The IP Connectivity Access Network (IP-CAN) session is a concept that has roots in mobile applications. A policy rule via the Gx interface can be applied/modified to an entity that is identified as an IP-CAN session (in addition to individual bearers within the IP-CAN session, the bearer concept is currently not applicable to the BNG). For example, a UE (user interface or simply a mobile phone) can host several services, each of which appears as a separate IP-CAN session associated with the same IP address. For example, in mobile technologies, an IP-CAN session can be defined as <IP_address, APN, IMSI>, where:
APN (Access Point Name) is the service identifier
IMSI (International Mobile Subscriber Identification) is the UE identifier (SIM Card)

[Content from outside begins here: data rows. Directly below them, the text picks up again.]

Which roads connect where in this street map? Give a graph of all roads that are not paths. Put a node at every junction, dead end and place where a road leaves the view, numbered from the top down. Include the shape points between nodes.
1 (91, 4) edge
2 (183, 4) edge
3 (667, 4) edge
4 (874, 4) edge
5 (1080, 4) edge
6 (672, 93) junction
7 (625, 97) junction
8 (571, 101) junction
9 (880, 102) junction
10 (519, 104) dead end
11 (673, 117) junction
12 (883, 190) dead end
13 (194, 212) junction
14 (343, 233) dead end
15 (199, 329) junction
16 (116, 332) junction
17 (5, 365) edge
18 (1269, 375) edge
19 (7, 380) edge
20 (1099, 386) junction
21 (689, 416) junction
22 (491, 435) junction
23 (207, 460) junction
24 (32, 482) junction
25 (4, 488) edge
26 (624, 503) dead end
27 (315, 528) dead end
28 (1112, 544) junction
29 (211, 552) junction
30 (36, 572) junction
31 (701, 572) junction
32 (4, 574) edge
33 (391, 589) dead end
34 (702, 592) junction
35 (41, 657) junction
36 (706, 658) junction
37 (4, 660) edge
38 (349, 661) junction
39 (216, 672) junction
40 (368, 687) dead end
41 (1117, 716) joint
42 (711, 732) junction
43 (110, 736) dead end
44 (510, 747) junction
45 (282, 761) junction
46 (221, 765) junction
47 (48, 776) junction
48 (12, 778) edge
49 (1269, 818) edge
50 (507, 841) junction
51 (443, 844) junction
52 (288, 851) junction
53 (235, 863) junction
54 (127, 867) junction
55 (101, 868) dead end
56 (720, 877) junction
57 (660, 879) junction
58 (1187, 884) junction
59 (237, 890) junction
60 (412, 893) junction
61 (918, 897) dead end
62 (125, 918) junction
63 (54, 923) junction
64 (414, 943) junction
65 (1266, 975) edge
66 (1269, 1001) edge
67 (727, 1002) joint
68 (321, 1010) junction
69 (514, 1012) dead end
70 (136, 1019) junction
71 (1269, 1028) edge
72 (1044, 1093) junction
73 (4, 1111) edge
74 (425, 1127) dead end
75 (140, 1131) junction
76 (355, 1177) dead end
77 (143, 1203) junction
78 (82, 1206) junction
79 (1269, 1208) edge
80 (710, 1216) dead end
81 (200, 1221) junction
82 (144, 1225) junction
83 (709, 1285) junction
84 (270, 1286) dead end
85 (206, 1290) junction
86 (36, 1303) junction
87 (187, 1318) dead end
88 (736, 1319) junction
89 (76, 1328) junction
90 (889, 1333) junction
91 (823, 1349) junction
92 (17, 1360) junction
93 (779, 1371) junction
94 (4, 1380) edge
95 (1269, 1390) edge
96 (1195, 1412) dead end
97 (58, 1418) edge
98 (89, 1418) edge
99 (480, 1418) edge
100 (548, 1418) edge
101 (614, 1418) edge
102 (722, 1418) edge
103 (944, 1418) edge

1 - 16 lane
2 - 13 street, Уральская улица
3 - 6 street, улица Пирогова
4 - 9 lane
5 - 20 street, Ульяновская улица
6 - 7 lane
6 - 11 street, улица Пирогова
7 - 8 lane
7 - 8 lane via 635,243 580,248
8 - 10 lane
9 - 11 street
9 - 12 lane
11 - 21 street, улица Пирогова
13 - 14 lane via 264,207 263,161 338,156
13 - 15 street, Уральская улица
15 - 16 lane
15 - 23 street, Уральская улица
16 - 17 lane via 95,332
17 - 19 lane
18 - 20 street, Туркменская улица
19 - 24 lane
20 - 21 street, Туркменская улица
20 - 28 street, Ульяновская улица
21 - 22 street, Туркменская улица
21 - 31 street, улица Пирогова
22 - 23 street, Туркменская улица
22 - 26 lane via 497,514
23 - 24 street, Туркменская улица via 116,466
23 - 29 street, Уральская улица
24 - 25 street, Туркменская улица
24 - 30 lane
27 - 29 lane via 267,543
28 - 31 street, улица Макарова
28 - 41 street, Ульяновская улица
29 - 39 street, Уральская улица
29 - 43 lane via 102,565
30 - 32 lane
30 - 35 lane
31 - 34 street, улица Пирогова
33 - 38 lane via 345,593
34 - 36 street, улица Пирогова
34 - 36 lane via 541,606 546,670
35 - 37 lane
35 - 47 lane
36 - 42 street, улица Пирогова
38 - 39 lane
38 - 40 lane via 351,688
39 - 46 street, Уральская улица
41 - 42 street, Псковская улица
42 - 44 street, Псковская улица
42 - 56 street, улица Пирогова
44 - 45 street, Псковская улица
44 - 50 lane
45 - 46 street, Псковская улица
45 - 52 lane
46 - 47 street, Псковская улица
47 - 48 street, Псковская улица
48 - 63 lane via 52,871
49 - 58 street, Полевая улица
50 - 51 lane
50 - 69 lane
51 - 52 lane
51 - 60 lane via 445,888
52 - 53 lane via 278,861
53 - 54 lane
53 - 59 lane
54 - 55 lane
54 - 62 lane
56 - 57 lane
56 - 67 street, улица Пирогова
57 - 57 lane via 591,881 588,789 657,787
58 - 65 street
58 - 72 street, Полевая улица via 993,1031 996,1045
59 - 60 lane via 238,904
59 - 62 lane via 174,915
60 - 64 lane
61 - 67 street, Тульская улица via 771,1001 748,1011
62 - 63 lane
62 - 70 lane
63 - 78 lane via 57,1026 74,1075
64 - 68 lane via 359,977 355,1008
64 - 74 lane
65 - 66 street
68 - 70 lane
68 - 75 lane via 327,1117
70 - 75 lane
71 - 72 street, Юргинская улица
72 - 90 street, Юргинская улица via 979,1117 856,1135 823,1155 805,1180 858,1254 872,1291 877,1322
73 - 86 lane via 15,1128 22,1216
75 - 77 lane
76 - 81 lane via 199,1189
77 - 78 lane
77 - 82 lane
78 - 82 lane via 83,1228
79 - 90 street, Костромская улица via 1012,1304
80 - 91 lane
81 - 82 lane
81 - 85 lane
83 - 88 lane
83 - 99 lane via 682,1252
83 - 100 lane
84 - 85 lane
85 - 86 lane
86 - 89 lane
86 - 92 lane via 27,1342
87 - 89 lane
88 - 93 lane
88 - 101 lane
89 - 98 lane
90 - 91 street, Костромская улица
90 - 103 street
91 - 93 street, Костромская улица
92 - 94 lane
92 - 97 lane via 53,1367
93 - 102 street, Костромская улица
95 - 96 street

In wireline environment (ESM deployments), an IP-CAN session identifies an entity to which the policy can be applied or modified. In SR OS, this can be a single or dual stack IPoE host, IPoE session, or PPPoE session.

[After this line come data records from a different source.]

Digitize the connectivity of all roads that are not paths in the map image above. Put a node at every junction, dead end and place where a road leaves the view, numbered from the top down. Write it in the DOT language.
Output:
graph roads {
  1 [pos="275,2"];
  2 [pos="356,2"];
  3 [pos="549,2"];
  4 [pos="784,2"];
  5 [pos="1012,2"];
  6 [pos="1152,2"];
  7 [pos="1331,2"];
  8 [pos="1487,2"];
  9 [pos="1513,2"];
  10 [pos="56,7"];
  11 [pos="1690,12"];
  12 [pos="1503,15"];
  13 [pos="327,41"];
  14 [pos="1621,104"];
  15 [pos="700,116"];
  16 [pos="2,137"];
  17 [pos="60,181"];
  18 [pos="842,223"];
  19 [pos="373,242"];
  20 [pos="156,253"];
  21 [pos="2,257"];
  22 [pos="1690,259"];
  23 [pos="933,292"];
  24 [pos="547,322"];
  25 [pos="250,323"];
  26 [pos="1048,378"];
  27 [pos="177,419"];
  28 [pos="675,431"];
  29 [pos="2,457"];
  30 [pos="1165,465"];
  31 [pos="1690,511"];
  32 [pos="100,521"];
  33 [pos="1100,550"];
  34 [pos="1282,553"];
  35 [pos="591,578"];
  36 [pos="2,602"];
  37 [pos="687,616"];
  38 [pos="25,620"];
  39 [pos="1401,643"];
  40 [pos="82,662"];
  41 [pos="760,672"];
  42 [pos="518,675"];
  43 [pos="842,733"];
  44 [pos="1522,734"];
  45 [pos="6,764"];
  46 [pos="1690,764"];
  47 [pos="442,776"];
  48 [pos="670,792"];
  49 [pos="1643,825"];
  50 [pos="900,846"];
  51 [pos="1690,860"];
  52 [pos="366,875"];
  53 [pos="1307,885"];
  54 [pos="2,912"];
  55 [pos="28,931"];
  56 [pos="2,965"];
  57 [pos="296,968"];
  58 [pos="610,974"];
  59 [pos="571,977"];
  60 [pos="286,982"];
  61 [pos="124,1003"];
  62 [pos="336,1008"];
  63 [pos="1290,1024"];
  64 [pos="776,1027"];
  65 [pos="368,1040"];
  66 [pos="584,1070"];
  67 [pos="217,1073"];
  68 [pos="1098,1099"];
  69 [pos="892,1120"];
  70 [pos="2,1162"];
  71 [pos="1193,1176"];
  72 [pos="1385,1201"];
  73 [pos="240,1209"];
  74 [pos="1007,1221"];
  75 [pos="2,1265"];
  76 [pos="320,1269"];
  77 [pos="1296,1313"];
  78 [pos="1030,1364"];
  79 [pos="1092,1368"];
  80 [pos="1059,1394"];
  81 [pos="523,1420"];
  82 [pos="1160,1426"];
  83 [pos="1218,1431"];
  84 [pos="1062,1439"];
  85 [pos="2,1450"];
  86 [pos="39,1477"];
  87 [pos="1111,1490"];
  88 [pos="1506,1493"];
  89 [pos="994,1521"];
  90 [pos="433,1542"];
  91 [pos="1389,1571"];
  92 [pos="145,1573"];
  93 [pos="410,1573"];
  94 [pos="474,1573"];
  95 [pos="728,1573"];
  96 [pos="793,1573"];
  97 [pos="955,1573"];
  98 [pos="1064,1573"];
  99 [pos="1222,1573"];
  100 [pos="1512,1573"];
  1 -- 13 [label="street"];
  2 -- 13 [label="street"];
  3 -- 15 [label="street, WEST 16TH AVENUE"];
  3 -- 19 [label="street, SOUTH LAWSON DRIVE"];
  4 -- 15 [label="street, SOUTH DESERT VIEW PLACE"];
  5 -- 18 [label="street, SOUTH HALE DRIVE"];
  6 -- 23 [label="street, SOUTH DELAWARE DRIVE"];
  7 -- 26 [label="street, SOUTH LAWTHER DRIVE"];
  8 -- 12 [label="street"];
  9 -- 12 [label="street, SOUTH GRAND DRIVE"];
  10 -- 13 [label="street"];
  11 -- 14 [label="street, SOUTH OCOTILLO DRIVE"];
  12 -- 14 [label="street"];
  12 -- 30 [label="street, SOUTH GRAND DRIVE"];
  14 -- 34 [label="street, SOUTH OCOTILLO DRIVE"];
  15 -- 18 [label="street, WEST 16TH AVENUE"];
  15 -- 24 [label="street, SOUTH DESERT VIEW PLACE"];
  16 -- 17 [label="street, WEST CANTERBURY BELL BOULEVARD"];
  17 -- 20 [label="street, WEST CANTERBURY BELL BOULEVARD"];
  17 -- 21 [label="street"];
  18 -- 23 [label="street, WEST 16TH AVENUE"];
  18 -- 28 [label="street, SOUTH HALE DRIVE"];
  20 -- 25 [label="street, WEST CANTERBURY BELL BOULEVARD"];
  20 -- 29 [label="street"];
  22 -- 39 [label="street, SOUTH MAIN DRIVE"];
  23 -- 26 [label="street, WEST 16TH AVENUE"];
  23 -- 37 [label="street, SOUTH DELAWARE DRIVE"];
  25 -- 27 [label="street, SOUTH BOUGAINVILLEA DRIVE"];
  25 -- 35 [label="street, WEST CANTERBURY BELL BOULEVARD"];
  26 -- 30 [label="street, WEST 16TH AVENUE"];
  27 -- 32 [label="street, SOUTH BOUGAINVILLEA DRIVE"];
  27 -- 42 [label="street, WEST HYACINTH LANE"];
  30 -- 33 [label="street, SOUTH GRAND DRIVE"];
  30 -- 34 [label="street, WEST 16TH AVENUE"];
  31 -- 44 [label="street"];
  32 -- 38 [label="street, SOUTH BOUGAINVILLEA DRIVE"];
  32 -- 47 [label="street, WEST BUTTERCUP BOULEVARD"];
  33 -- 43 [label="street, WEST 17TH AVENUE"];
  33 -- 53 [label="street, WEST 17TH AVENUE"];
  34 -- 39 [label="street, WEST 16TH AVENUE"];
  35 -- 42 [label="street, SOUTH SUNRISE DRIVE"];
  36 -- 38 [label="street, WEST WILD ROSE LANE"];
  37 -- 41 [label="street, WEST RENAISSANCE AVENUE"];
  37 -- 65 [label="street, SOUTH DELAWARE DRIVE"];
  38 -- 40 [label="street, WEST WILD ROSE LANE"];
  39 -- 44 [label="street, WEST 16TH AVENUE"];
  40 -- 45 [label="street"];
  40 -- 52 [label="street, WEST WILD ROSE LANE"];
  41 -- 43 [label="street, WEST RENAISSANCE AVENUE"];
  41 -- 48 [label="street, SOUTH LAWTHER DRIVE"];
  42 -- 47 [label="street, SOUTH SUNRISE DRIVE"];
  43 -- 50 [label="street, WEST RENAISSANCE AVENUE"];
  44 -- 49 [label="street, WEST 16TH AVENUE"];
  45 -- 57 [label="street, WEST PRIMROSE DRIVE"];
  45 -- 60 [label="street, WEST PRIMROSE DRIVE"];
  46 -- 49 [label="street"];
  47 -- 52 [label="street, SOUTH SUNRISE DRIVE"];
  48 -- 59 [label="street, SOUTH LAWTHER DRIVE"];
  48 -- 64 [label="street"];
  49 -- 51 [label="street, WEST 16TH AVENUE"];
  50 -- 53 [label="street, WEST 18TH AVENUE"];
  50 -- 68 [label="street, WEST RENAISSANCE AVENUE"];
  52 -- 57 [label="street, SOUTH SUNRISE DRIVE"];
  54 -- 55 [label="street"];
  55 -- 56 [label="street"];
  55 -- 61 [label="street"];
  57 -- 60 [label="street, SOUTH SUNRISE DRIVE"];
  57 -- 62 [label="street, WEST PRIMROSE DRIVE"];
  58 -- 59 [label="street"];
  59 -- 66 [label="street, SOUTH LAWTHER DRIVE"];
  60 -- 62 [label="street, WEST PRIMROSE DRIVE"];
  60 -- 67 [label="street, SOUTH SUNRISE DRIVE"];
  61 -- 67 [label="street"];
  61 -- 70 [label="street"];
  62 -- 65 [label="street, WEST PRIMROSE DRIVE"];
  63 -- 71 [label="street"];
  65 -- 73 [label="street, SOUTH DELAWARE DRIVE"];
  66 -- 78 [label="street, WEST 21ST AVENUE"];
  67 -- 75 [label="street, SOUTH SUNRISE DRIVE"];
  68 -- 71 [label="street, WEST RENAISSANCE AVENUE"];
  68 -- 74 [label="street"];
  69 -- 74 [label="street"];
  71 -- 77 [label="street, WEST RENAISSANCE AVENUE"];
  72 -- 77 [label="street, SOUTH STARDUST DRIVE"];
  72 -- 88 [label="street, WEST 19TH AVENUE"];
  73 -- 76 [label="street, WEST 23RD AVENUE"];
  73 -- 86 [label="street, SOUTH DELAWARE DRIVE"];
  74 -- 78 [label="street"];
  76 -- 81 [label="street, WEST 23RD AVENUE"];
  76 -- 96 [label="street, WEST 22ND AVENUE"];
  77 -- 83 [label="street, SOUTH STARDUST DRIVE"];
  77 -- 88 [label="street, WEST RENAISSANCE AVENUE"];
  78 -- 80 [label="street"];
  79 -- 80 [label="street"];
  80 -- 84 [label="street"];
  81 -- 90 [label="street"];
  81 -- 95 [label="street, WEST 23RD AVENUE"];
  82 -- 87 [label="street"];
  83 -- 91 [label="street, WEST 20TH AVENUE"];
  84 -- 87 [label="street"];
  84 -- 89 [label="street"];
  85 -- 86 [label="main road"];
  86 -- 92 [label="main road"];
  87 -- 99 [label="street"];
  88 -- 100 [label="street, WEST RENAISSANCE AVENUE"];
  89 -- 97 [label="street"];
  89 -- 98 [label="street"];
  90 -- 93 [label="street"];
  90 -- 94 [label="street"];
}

For the purpose of identifying the subscriber host or session in the SR OS node in all Gx-related transactions, the SR OS node generates a unique Gx session-id AVP (RFC 6733, ยง8.8) per single or dual stack IPoE host, IPoE session, or PPPoE session. Note that the Gx Session-Id AVP is not the same as the Acct-Session-Id attribute used in RADIUS accounting.
If the IPoE session is enabled, the Gx session key can be based on one of the following combinations (configuration dependent):
{SAP,MAC}
{SAP,MAC,Circuit-Id}; the Circuit-Id must be present in the packet
{SAP,MAC,Remote-Id}; the Remote-Id must be present in the packet
If the IPoE session is disabled, the Gx session key for IPoE hosts (dual or single stack) is, by default, based on the {SAP,MAC} combination.

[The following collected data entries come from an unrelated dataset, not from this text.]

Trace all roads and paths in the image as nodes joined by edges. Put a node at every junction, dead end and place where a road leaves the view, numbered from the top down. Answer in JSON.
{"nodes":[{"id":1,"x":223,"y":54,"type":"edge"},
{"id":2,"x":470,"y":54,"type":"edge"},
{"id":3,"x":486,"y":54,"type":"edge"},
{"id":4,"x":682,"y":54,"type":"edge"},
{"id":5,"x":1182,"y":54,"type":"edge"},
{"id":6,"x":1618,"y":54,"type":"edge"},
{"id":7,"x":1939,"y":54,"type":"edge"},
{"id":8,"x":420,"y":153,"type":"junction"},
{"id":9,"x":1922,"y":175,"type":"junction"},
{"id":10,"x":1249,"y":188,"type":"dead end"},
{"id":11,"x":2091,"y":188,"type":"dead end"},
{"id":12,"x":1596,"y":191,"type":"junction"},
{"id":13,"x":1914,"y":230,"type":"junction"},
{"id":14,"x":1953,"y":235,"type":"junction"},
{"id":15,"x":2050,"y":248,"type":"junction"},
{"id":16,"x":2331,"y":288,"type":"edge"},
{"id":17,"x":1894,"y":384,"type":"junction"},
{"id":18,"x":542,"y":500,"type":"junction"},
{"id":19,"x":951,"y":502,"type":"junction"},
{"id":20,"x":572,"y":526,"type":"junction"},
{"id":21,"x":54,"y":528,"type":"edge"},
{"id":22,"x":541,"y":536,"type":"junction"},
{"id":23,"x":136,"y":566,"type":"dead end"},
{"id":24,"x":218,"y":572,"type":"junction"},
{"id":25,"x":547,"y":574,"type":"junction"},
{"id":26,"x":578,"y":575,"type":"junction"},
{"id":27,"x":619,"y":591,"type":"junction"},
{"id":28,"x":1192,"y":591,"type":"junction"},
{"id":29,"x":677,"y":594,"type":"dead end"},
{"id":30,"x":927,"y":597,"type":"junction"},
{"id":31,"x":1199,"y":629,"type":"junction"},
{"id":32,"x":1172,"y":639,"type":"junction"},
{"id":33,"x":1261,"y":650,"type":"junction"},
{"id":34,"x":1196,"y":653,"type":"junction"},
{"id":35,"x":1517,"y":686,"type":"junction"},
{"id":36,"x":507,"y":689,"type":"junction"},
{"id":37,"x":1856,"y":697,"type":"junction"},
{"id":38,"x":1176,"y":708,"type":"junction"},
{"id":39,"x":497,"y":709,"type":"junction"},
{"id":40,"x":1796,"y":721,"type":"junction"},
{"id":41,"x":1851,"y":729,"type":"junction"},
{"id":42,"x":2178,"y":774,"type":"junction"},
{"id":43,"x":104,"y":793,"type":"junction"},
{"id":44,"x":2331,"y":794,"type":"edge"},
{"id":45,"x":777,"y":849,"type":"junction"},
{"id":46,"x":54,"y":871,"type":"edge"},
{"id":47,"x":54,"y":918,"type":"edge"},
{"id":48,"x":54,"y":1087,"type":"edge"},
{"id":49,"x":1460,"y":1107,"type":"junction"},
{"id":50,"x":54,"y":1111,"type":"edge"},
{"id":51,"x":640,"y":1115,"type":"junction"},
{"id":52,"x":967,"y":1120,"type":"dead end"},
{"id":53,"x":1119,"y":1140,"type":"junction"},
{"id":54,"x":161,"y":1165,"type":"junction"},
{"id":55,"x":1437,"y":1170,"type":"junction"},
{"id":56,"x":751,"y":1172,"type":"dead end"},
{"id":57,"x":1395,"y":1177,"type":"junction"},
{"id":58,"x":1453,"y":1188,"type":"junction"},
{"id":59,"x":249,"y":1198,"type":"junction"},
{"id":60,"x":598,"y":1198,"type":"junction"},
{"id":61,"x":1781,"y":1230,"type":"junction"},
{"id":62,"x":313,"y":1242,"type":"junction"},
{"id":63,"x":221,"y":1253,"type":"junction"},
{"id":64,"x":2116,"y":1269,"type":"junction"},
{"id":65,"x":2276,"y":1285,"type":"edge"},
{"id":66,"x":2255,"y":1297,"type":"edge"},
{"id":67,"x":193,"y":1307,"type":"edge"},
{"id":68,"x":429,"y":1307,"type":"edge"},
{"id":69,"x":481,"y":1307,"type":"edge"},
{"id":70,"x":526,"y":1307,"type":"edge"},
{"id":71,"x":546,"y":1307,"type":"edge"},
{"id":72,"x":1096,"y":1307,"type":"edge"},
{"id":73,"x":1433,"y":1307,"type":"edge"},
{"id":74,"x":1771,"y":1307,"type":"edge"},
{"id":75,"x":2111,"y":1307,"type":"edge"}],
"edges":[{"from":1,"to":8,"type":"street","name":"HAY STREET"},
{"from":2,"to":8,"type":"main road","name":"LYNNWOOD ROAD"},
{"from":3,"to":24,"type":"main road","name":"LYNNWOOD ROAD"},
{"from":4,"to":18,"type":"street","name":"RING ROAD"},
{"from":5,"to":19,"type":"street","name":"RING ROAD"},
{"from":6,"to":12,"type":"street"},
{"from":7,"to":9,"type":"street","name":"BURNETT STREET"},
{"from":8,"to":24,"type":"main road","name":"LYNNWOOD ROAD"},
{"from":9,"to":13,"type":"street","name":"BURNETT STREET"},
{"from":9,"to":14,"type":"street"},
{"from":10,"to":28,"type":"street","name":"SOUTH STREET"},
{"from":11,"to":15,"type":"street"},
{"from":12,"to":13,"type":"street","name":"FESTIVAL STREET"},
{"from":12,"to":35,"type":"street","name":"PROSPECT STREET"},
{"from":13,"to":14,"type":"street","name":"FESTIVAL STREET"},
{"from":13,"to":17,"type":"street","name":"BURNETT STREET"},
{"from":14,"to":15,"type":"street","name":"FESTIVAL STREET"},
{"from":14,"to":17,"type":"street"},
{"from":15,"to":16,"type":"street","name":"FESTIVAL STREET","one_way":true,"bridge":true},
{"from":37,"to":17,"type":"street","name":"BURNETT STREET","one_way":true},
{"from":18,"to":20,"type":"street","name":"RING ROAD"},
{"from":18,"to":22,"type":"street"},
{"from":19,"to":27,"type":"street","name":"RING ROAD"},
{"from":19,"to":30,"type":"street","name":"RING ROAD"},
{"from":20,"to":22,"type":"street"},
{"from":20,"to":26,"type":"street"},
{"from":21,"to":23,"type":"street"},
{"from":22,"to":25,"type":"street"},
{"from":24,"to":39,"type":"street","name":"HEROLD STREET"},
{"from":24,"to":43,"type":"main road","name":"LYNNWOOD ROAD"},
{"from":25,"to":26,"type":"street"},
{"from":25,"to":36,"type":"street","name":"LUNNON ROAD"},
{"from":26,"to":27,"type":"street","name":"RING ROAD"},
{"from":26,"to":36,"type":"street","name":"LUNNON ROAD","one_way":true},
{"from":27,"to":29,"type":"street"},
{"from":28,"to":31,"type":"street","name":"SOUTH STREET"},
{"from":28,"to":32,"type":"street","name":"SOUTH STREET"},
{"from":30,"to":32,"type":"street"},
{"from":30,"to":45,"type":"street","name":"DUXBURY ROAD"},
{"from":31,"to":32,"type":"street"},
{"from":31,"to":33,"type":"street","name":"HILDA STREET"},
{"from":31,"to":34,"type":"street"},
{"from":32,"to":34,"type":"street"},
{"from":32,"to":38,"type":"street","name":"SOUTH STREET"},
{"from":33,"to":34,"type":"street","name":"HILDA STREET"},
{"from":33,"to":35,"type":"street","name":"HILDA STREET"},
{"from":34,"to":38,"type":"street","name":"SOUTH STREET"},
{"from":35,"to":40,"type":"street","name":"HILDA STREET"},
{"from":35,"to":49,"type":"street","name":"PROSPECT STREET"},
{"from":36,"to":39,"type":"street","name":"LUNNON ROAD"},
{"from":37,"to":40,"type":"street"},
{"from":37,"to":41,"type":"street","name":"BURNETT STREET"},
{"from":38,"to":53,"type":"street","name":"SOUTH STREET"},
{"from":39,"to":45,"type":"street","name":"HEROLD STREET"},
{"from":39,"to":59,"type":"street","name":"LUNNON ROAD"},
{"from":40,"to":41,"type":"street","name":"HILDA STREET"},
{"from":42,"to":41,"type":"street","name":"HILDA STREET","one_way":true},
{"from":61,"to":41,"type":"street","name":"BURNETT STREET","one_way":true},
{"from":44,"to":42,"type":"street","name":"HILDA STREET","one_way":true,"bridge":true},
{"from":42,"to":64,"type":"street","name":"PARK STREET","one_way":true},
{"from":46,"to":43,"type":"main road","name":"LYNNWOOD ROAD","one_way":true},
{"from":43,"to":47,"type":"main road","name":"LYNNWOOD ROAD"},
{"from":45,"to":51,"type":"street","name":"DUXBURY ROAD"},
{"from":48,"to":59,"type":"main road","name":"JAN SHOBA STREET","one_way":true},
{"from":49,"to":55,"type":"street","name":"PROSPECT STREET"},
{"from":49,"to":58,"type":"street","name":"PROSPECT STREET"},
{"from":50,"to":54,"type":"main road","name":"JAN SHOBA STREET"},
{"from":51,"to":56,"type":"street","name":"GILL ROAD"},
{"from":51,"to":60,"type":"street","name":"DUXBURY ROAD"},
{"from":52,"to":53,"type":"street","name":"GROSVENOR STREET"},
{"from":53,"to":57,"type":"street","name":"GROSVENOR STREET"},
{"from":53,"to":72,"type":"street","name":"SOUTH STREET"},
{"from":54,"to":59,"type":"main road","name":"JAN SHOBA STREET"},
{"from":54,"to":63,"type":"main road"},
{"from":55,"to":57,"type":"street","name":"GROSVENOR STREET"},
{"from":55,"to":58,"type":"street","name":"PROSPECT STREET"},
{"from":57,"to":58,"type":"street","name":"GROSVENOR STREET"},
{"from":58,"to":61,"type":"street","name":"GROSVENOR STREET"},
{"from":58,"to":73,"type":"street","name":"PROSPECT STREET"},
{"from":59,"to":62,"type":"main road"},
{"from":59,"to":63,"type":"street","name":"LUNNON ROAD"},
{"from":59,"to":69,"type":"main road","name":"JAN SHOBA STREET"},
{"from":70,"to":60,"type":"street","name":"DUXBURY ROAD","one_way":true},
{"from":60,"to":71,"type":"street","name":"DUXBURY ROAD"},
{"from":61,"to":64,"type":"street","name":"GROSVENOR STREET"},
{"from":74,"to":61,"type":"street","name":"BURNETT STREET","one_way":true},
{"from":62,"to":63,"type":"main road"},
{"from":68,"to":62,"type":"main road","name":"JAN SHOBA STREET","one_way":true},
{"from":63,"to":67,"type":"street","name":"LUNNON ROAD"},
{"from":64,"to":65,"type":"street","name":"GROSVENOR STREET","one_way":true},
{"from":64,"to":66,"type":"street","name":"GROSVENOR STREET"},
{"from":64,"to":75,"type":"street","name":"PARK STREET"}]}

In an environment where a Layer 3 node is in front of the BNG, the MAC address of arriving packets are that of the Layer 3 node. Then, it is not possible to differentiate between IPoE hosts on the same SAP unless the IPoE session concept is enabled in SR OS. Each IPoE session must have a Circuit-id or Remote-id as a differentiator.
A session concept is native to PPPoE where the Gx session equates to a single or dual stack PPPoE session. This means that the Gx session key is based on a {MAC,SAP, PPPoE session-id} combination.